Dutch arrest two men on US flight

Dutch prosecutors said two Yemenis arrested at Amsterdam’s Schiphol Airport yesterday after US security found a cellphone taped to a bottle in their luggage were being held for possible terrorism offences. “The men are held in custody on suspicion of a...

Dutch prosecutors said two Yemenis arrested at Amsterdam’s Schiphol Airport yesterday after US security found a cellphone taped to a bottle in their luggage were being held for possible terrorism offences.

“The men are held in custody on suspicion of a conspiracy to a terrorist criminal act,” prosecution spokesman Theo d’Anjou told reporters at the airport.

A judge will decide by tomorrow whether to charge the pair or release them, he added.

The White House promised that US authorities would conduct a “vigorous investigation” into the incident which some officials suggested may have been a dry run for a terror attack.
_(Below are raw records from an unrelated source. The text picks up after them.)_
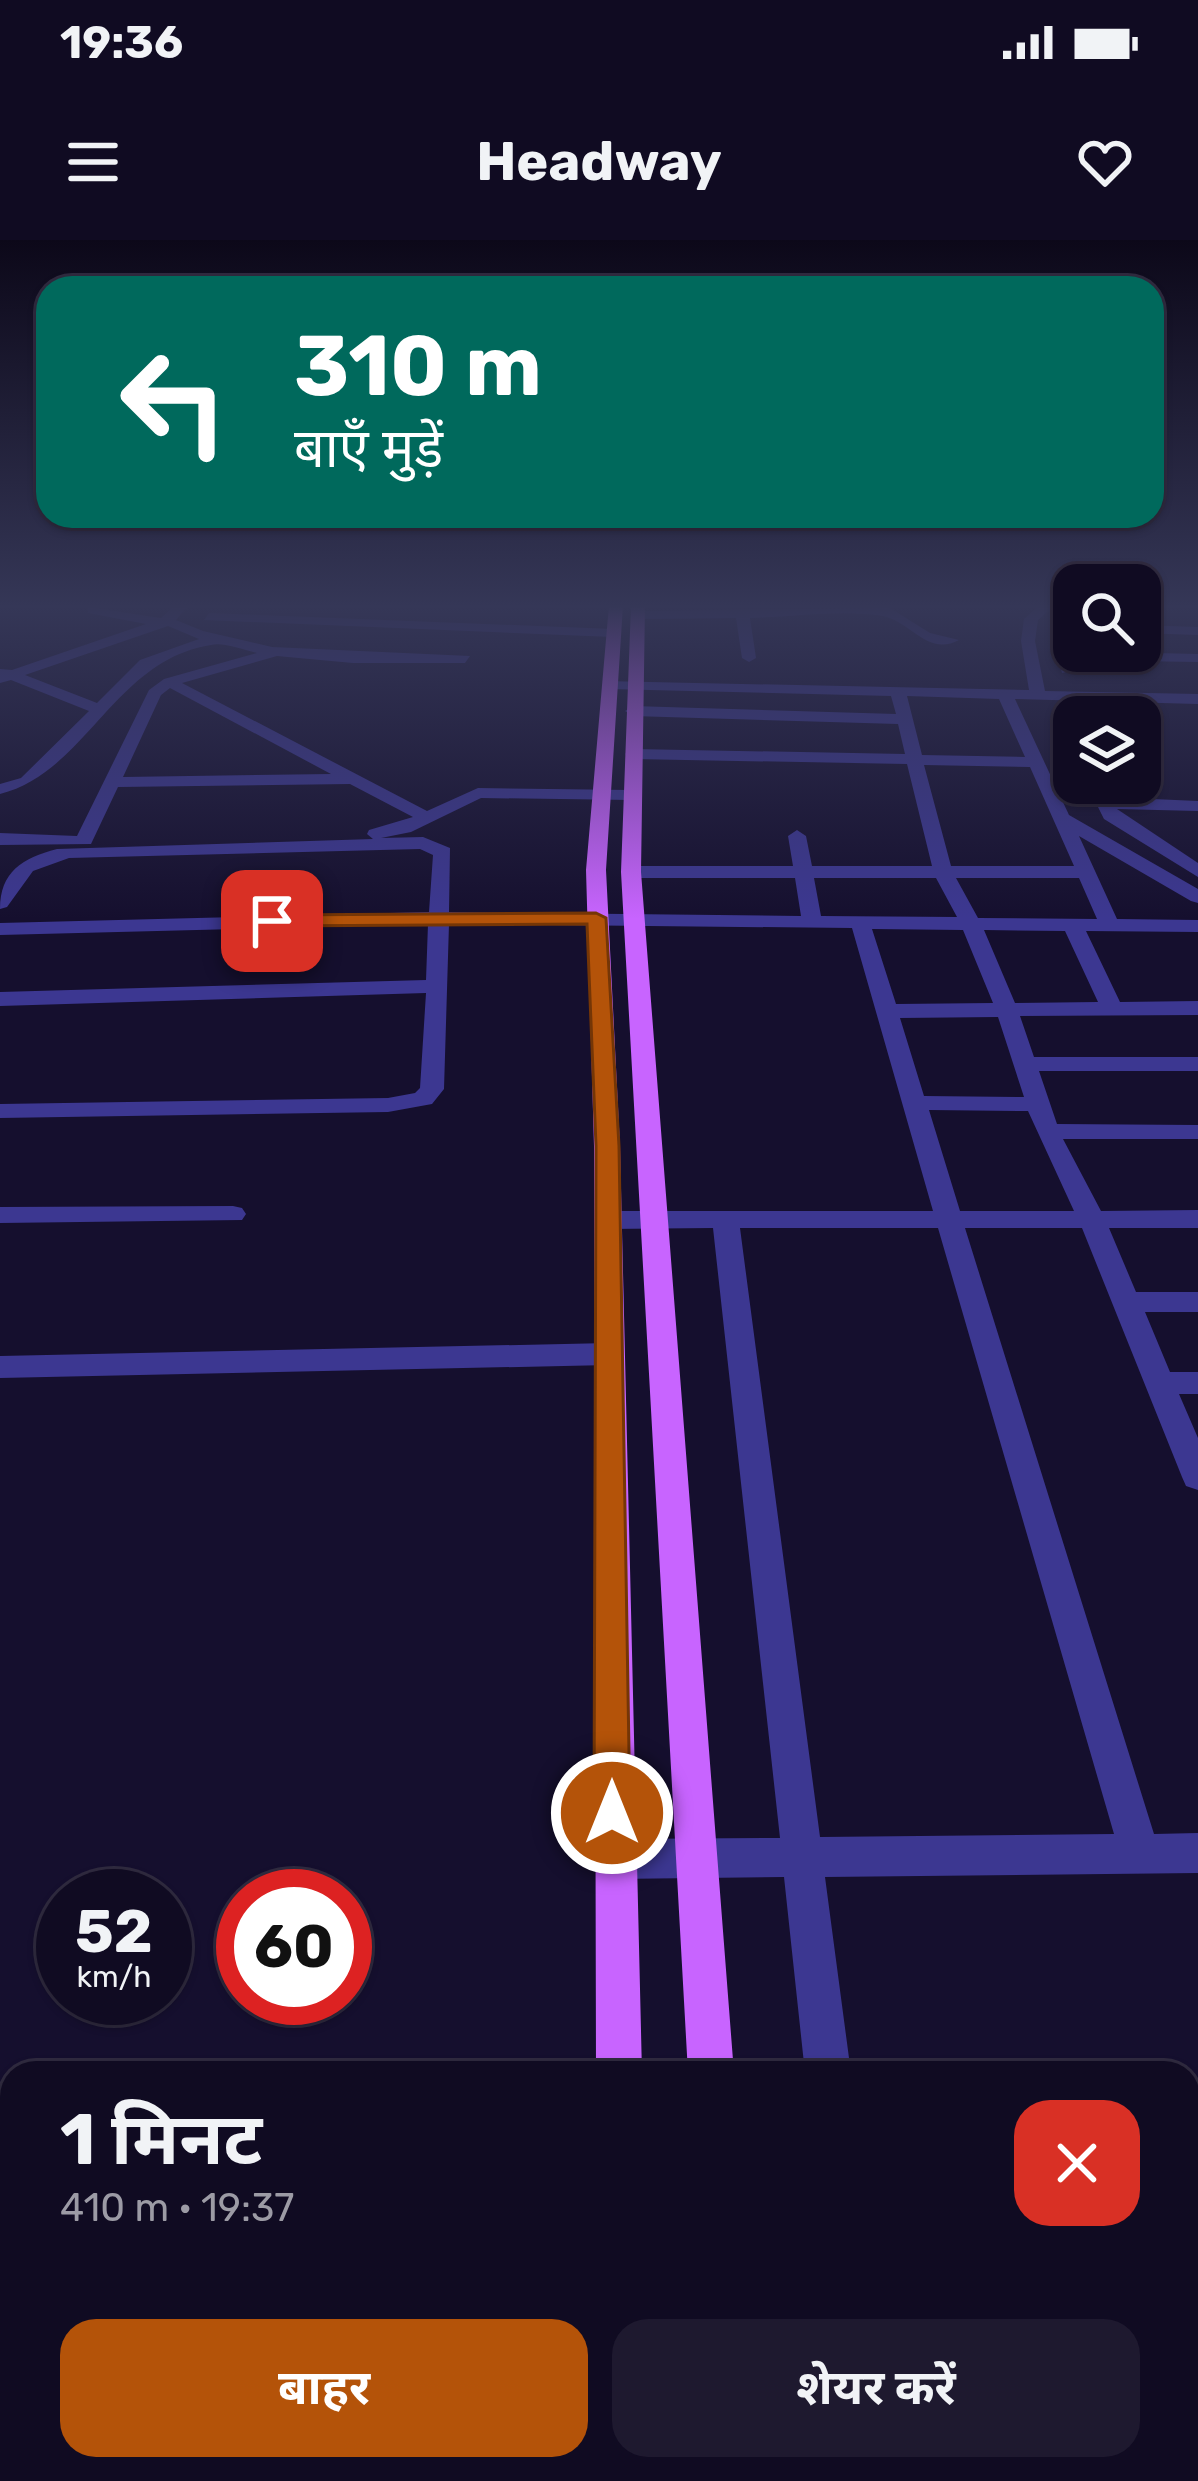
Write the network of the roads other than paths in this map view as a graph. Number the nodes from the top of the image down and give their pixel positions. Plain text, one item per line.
1 (98, 710) edge
2 (146, 710) edge
3 (200, 710) edge
4 (621, 710) edge
5 (627, 710) edge
6 (766, 710) edge
7 (811, 710) edge
8 (901, 710) edge
9 (1012, 710) edge
10 (812, 715) junction
11 (903, 719) junction
12 (633, 754) junction
13 (250, 755) junction
14 (814, 758) junction
15 (916, 760) junction
16 (1035, 761) junction
17 (354, 779) junction
18 (111, 782) junction
19 (0, 789) edge
20 (598, 795) junction
21 (630, 795) junction
22 (1109, 804) edge
23 (1136, 804) edge
24 (1198, 806) edge
25 (424, 816) junction
26 (1058, 816) junction
27 (797, 836) dead end
28 (0, 839) edge
29 (84, 840) junction
30 (942, 871) junction
31 (631, 872) junction
32 (801, 872) junction
33 (1083, 872) junction
34 (1198, 872) edge
35 (1198, 898) edge
36 (0, 903) edge
37 (436, 918) junction
38 (596, 918) junction
39 (632, 919) junction
40 (1109, 923) junction
41 (971, 924) junction
42 (1072, 924) junction
43 (813, 925) junction
44 (861, 926) junction
45 (0, 928) edge
46 (1195, 932) edge
47 (435, 986) junction
48 (0, 999) edge
49 (1006, 1007) junction
50 (1111, 1007) junction
51 (1198, 1008) edge
52 (888, 1012) junction
53 (1026, 1064) junction
54 (1198, 1064) edge
55 (912, 1102) junction
56 (1038, 1103) junction
57 (0, 1112) edge
58 (1047, 1131) junction
59 (1198, 1132) edge
60 (233, 1214) dead end
61 (0, 1215) edge
62 (1198, 1219) edge
63 (608, 1220) junction
64 (948, 1220) junction
65 (1092, 1220) junction
66 (726, 1222) junction
67 (656, 1223) junction
68 (1126, 1302) junction
69 (1198, 1302) edge
70 (609, 1354) junction
71 (0, 1367) edge
72 (1198, 1383) edge
73 (1160, 1384) junction
74 (1198, 1477) edge
75 (1198, 1853) edge
76 (1140, 1854) junction
77 (613, 1858) junction
78 (699, 1858) junction
79 (805, 1860) junction
80 (619, 2061) edge
81 (710, 2061) edge
82 (827, 2061) edge

1 - 19 street
2 - 18 street
3 - 13 street
4 - 20 main road
5 - 12 main road
6 - 10 street
7 - 10 street
8 - 11 street
9 - 16 street
10 - 11 street
10 - 14 street
11 - 15 street
12 - 14 street
12 - 21 main road
13 - 17 street
13 - 17 street
13 - 18 street
14 - 15 street
15 - 16 street
15 - 30 street
16 - 26 street
17 - 25 street
18 - 29 street
20 - 21 street
20 - 25 street
20 - 38 main road
21 - 31 main road
22 - 34 street
23 - 24 street
25 - 29 street
26 - 33 street
26 - 35 street
27 - 32 street
28 - 29 street
30 - 32 street
30 - 33 street
30 - 41 street
31 - 32 street
31 - 39 main road
32 - 43 street
33 - 40 street
36 - 37 street
37 - 38 street
37 - 45 street
37 - 47 street
38 - 39 street
38 - 63 main road
39 - 43 street
39 - 67 main road
40 - 42 street
40 - 46 street
41 - 42 street
41 - 44 street
41 - 49 street
42 - 50 street
43 - 44 street
44 - 52 street
47 - 48 street
47 - 57 street
49 - 50 street
49 - 52 street
49 - 53 street
50 - 51 street
52 - 55 street
53 - 54 street
53 - 56 street
55 - 56 street
55 - 64 street
56 - 58 street
58 - 59 street
58 - 65 street
60 - 61 street
62 - 65 street
63 - 67 street
63 - 70 main road
64 - 65 street
64 - 66 street
64 - 76 street
65 - 68 street
66 - 67 street
66 - 79 street
67 - 78 main road
68 - 69 street
68 - 73 street
70 - 71 street
70 - 77 main road
72 - 73 street
73 - 74 street
75 - 76 street
76 - 79 street
77 - 78 street
77 - 80 main road
78 - 79 street
78 - 81 main road
79 - 82 street

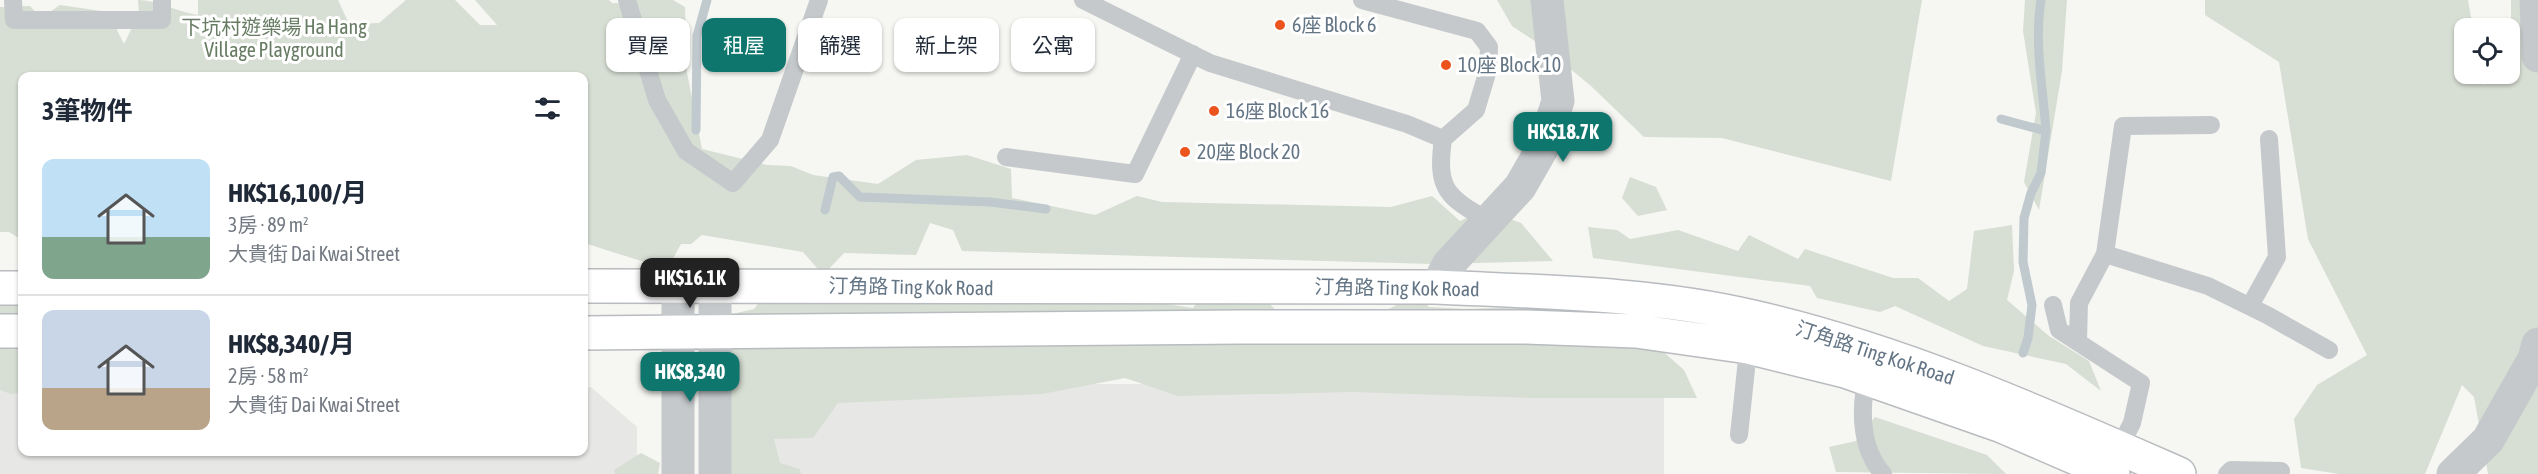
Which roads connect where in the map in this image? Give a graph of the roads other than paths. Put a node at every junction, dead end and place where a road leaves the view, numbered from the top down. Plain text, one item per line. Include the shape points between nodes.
1 (13, 0) edge
2 (162, 0) edge
3 (627, 0) edge
4 (819, 0) edge
5 (1362, 0) edge
6 (1547, 0) edge
7 (2536, 0) edge
8 (1091, 2) edge
9 (1194, 54) junction
10 (2538, 56) edge
11 (2211, 125) dead end
12 (1443, 139) junction
13 (2269, 139) dead end
14 (1006, 157) dead end
15 (1489, 221) junction
16 (2105, 254) junction
17 (588, 286) edge
18 (678, 286) junction
19 (715, 286) junction
20 (1437, 287) junction
21 (0, 288) edge
22 (18, 288) edge
23 (2053, 304) dead end
24 (2250, 306) junction
25 (0, 331) edge
26 (18, 331) edge
27 (1750, 331) junction
28 (678, 332) junction
29 (715, 332) junction
30 (588, 333) edge
31 (2078, 341) junction
32 (2538, 344) edge
33 (2329, 350) dead end
34 (1870, 364) junction
35 (1739, 435) dead end
36 (2488, 440) junction
37 (2116, 461) edge
38 (2281, 471) dead end
39 (678, 474) edge
40 (715, 474) edge
41 (1883, 474) edge
42 (2179, 474) edge
43 (2227, 474) edge
44 (2453, 474) edge
45 (2484, 474) edge

1 - 2 lane via 14,20 162,20
3 - 4 lane via 657,100 686,151 733,183 770,140
5 - 12 lane via 1477,31 1489,47 1488,70 1476,110
6 - 15 street via 1558,101 1543,147 1525,177
7 - 10 street
8 - 9 lane
9 - 12 lane via 1210,63 1407,124
9 - 14 lane via 1134,174
11 - 16 lane via 2123,126
12 - 15 lane via 1442,181 1455,201
13 - 24 lane via 2277,257
15 - 20 street via 1448,265
16 - 24 lane via 2208,286
16 - 31 lane via 2079,303
17 - 18 main road, 汀角路 Ting Kok Road
18 - 19 main road, 汀角路 Ting Kok Road
18 - 28 street
19 - 20 main road, 汀角路 Ting Kok Road
19 - 29 street
20 - 27 main road, 汀角路 Ting Kok Road via 1634,299
21 - 22 main road
23 - 31 lane via 2059,330
24 - 33 lane
25 - 26 main road
27 - 29 main road, 汀角路 Ting Kok Road via 1240,327
27 - 34 main road, 汀角路 Ting Kok Road
27 - 35 lane
28 - 29 main road, 汀角路 Ting Kok Road
28 - 30 main road, 汀角路 Ting Kok Road
28 - 39 street
29 - 40 street
31 - 37 lane via 2141,383 2132,423
32 - 36 street via 2534,359
34 - 37 main road, 汀角路 Ting Kok Road via 1926,366 1990,392
34 - 41 lane via 1864,439
36 - 44 street
36 - 45 street
37 - 42 main road, 汀角路 Ting Kok Road
38 - 43 lane via 2231,470

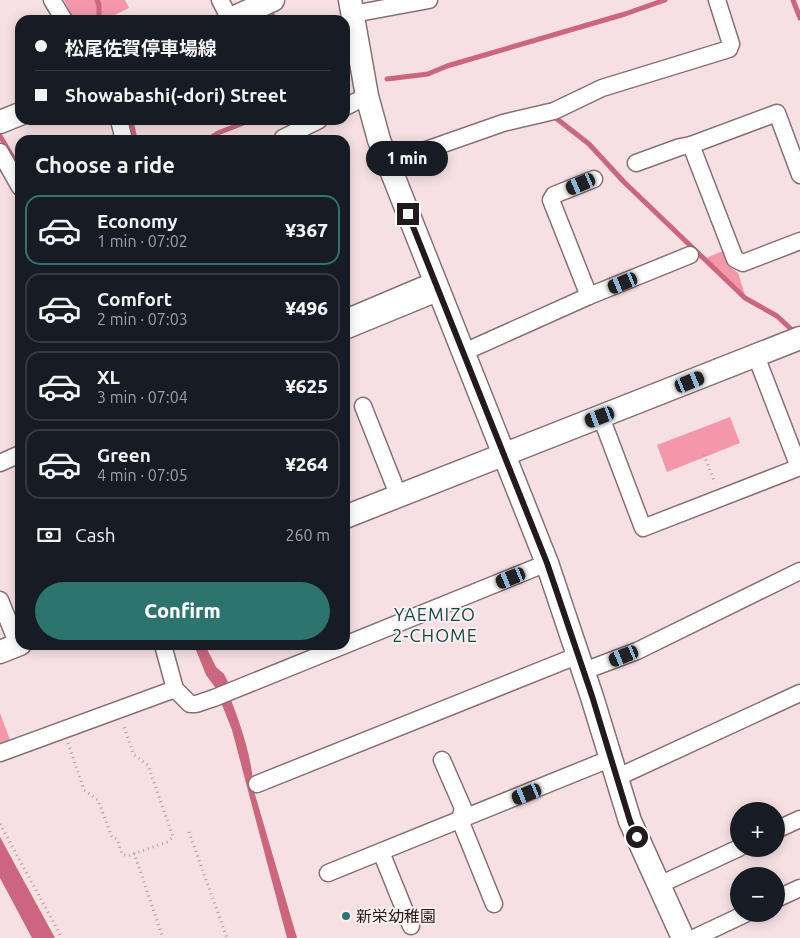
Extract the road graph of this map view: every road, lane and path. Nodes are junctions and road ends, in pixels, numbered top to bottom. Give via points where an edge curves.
1 (52, 0) edge
2 (273, 0) edge
3 (429, 0) edge
4 (717, 0) edge
5 (351, 7) edge
6 (226, 13) edge
7 (61, 15) edge
8 (367, 96) junction
9 (350, 104) edge
10 (15, 116) edge
11 (0, 122) edge
12 (309, 125) edge
13 (289, 135) edge
14 (692, 145) junction
15 (0, 152) edge
16 (636, 163) dead end
17 (389, 165) junction
18 (800, 175) edge
19 (15, 178) edge
20 (594, 178) dead end
21 (800, 241) edge
22 (690, 255) dead end
23 (437, 286) junction
24 (589, 296) junction
25 (350, 316) edge
26 (350, 329) edge
27 (794, 341) edge
28 (464, 352) junction
29 (756, 356) junction
30 (363, 406) dead end
31 (600, 417) junction
32 (504, 455) junction
33 (704, 455) dead end
34 (15, 456) edge
35 (0, 463) edge
36 (800, 467) edge
37 (399, 497) junction
38 (721, 498) junction
39 (350, 516) edge
40 (547, 563) junction
41 (800, 572) edge
42 (0, 600) edge
43 (350, 643) edge
44 (13, 647) edge
45 (164, 650) edge
46 (333, 650) edge
47 (581, 663) junction
48 (174, 689) junction
49 (800, 693) edge
50 (118, 710) junction
51 (63, 730) junction
52 (0, 753) edge
53 (442, 760) dead end
54 (615, 768) junction
55 (257, 784) dead end
56 (800, 819) edge
57 (460, 820) junction
58 (0, 824) edge
59 (785, 826) edge
60 (189, 832) dead end
61 (381, 852) junction
62 (730, 852) edge
63 (134, 854) junction
64 (328, 873) dead end
65 (659, 885) junction
66 (800, 888) edge
67 (785, 895) edge
68 (494, 904) dead end
69 (730, 921) edge
70 (411, 926) dead end
71 (62, 938) edge
72 (163, 938) edge
73 (226, 938) edge
74 (683, 938) edge
75 (694, 938) edge

1 - 7 street
2 - 6 main road
3 - 5 street
4 - 17 street via 731,44 729,49 610,85 554,111 503,123 406,156
5 - 8 main road
8 - 9 street
8 - 17 main road
10 - 11 main road
12 - 13 street
14 - 16 street
14 - 18 street via 776,113
14 - 21 street via 734,259 743,263
15 - 19 street
17 - 23 main road
20 - 24 street via 554,195 551,200
22 - 24 street
23 - 25 street
23 - 26 street
23 - 28 main road
24 - 28 street
27 - 29 main road
28 - 32 main road
29 - 31 main road
29 - 36 street
30 - 37 street
31 - 32 main road
31 - 38 street via 643,528
32 - 37 main road
32 - 40 main road
33 - 38 path
34 - 35 street
36 - 38 street
37 - 39 main road
40 - 43 street
40 - 47 main road
41 - 47 street via 637,651
42 - 44 street
45 - 48 street
46 - 48 street via 196,704 190,704
47 - 54 main road
47 - 55 street
48 - 50 street
49 - 54 street
50 - 51 street
50 - 63 path via 134,755 148,765 173,837 168,842
51 - 52 street
51 - 63 path via 84,790 98,800 122,854
53 - 57 street via 462,808
54 - 57 street
54 - 65 main road via 630,821
56 - 59 street
57 - 61 street
57 - 68 street
58 - 71 path
60 - 73 path
61 - 64 street
61 - 70 street
62 - 65 street
63 - 72 path
65 - 74 main road
66 - 67 street
69 - 75 street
But US officials did not rule out that the incident may have simply been a misunderstanding.

Mr D’Anjou said the two men were arrested by Dutch border police shortly after their arrival at Schiphol at 9.15 a.m. on Monday on a flight from Chicago.

The men, of Yemeni nationality, were due to have travelled onwards to the Yemeni capital Sanaa.

“The men’s luggage had ended up on an internal flight to Washington,” said Mr d’Anjou. “In this luggage mobile phones were found, taped, one phone was taped to a plastic bottle. These phones were seized in the US and stayed there,” he said.

“The luggage on the flight to Amsterdam was searched, but nothing suspicious was found.”

US news reports said airport security scanners found suspicious-looking items in the men’s checked luggage before they flew out of Chicago, including a cellphone taped to a medicine bottle, three cellphones taped together, watches taped together, and box cutters and knives. One of the men, a 48-year-old, was also carrying $7,000 in cash.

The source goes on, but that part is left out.